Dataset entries
= Beginning of Section =
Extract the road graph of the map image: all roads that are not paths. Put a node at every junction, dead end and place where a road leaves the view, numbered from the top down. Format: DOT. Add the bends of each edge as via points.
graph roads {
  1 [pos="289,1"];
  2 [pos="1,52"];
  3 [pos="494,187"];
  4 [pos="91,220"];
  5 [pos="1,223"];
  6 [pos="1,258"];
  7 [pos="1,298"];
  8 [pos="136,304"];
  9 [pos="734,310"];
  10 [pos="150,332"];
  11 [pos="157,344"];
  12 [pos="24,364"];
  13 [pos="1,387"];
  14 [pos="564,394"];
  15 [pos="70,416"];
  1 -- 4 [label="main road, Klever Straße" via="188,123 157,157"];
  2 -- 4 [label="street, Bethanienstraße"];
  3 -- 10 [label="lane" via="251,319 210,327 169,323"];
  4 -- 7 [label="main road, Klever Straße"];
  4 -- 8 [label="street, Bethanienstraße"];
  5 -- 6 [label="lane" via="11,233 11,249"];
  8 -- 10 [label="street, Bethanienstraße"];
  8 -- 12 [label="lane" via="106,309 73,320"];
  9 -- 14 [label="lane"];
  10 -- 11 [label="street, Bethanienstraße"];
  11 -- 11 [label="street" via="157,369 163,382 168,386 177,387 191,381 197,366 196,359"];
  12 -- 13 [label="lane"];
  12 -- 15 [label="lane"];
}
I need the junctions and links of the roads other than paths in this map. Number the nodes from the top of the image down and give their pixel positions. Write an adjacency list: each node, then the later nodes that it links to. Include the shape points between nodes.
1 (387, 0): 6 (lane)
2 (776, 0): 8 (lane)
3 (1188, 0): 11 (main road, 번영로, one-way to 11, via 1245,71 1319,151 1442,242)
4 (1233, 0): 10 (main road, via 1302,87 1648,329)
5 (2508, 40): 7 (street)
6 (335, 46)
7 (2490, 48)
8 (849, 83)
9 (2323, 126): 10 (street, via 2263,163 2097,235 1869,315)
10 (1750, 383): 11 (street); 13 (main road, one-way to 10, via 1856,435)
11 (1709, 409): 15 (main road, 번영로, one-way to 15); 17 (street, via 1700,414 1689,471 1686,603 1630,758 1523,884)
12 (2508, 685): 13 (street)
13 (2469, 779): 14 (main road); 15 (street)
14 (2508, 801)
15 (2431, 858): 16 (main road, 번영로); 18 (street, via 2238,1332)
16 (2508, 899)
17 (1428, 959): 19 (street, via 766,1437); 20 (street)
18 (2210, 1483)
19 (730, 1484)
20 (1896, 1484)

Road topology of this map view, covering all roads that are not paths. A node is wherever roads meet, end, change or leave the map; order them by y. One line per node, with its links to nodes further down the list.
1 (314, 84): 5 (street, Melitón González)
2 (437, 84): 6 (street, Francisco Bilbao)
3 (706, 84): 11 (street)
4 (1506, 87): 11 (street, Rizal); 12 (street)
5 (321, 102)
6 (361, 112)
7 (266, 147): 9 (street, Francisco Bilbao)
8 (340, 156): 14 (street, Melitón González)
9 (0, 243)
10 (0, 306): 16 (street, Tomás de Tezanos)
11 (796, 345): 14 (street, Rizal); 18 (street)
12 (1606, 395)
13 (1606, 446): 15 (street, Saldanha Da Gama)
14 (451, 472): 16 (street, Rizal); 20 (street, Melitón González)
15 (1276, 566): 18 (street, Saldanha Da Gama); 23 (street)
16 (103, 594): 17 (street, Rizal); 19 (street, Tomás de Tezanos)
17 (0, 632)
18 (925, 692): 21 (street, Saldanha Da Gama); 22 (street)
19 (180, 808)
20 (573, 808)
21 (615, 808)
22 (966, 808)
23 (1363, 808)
= End of Section =
## Task statement
Each record above must be transcribed exactly, and none may be skipped.

## Answer to this problem
Extract the road graph of the map image: all roads that are not paths. Put a node at every junction, dead end and place where a road leaves the view, numbered from the top down. Format: DOT. Add the bends of each edge as via points.
graph roads {
  1 [pos="289,1"];
  2 [pos="1,52"];
  3 [pos="494,187"];
  4 [pos="91,220"];
  5 [pos="1,223"];
  6 [pos="1,258"];
  7 [pos="1,298"];
  8 [pos="136,304"];
  9 [pos="734,310"];
  10 [pos="150,332"];
  11 [pos="157,344"];
  12 [pos="24,364"];
  13 [pos="1,387"];
  14 [pos="564,394"];
  15 [pos="70,416"];
  1 -- 4 [label="main road, Klever Straße" via="188,123 157,157"];
  2 -- 4 [label="street, Bethanienstraße"];
  3 -- 10 [label="lane" via="251,319 210,327 169,323"];
  4 -- 7 [label="main road, Klever Straße"];
  4 -- 8 [label="street, Bethanienstraße"];
  5 -- 6 [label="lane" via="11,233 11,249"];
  8 -- 10 [label="street, Bethanienstraße"];
  8 -- 12 [label="lane" via="106,309 73,320"];
  9 -- 14 [label="lane"];
  10 -- 11 [label="street, Bethanienstraße"];
  11 -- 11 [label="street" via="157,369 163,382 168,386 177,387 191,381 197,366 196,359"];
  12 -- 13 [label="lane"];
  12 -- 15 [label="lane"];
}
I need the junctions and links of the roads other than paths in this map. Number the nodes from the top of the image down and give their pixel positions. Write an adjacency list: each node, then the later nodes that it links to. Include the shape points between nodes.
1 (387, 0): 6 (lane)
2 (776, 0): 8 (lane)
3 (1188, 0): 11 (main road, 번영로, one-way to 11, via 1245,71 1319,151 1442,242)
4 (1233, 0): 10 (main road, via 1302,87 1648,329)
5 (2508, 40): 7 (street)
6 (335, 46)
7 (2490, 48)
8 (849, 83)
9 (2323, 126): 10 (street, via 2263,163 2097,235 1869,315)
10 (1750, 383): 11 (street); 13 (main road, one-way to 10, via 1856,435)
11 (1709, 409): 15 (main road, 번영로, one-way to 15); 17 (street, via 1700,414 1689,471 1686,603 1630,758 1523,884)
12 (2508, 685): 13 (street)
13 (2469, 779): 14 (main road); 15 (street)
14 (2508, 801)
15 (2431, 858): 16 (main road, 번영로); 18 (street, via 2238,1332)
16 (2508, 899)
17 (1428, 959): 19 (street, via 766,1437); 20 (street)
18 (2210, 1483)
19 (730, 1484)
20 (1896, 1484)

Road topology of this map view, covering all roads that are not paths. A node is wherever roads meet, end, change or leave the map; order them by y. One line per node, with its links to nodes further down the list.
1 (314, 84): 5 (street, Melitón González)
2 (437, 84): 6 (street, Francisco Bilbao)
3 (706, 84): 11 (street)
4 (1506, 87): 11 (street, Rizal); 12 (street)
5 (321, 102)
6 (361, 112)
7 (266, 147): 9 (street, Francisco Bilbao)
8 (340, 156): 14 (street, Melitón González)
9 (0, 243)
10 (0, 306): 16 (street, Tomás de Tezanos)
11 (796, 345): 14 (street, Rizal); 18 (street)
12 (1606, 395)
13 (1606, 446): 15 (street, Saldanha Da Gama)
14 (451, 472): 16 (street, Rizal); 20 (street, Melitón González)
15 (1276, 566): 18 (street, Saldanha Da Gama); 23 (street)
16 (103, 594): 17 (street, Rizal); 19 (street, Tomás de Tezanos)
17 (0, 632)
18 (925, 692): 21 (street, Saldanha Da Gama); 22 (street)
19 (180, 808)
20 (573, 808)
21 (615, 808)
22 (966, 808)
23 (1363, 808)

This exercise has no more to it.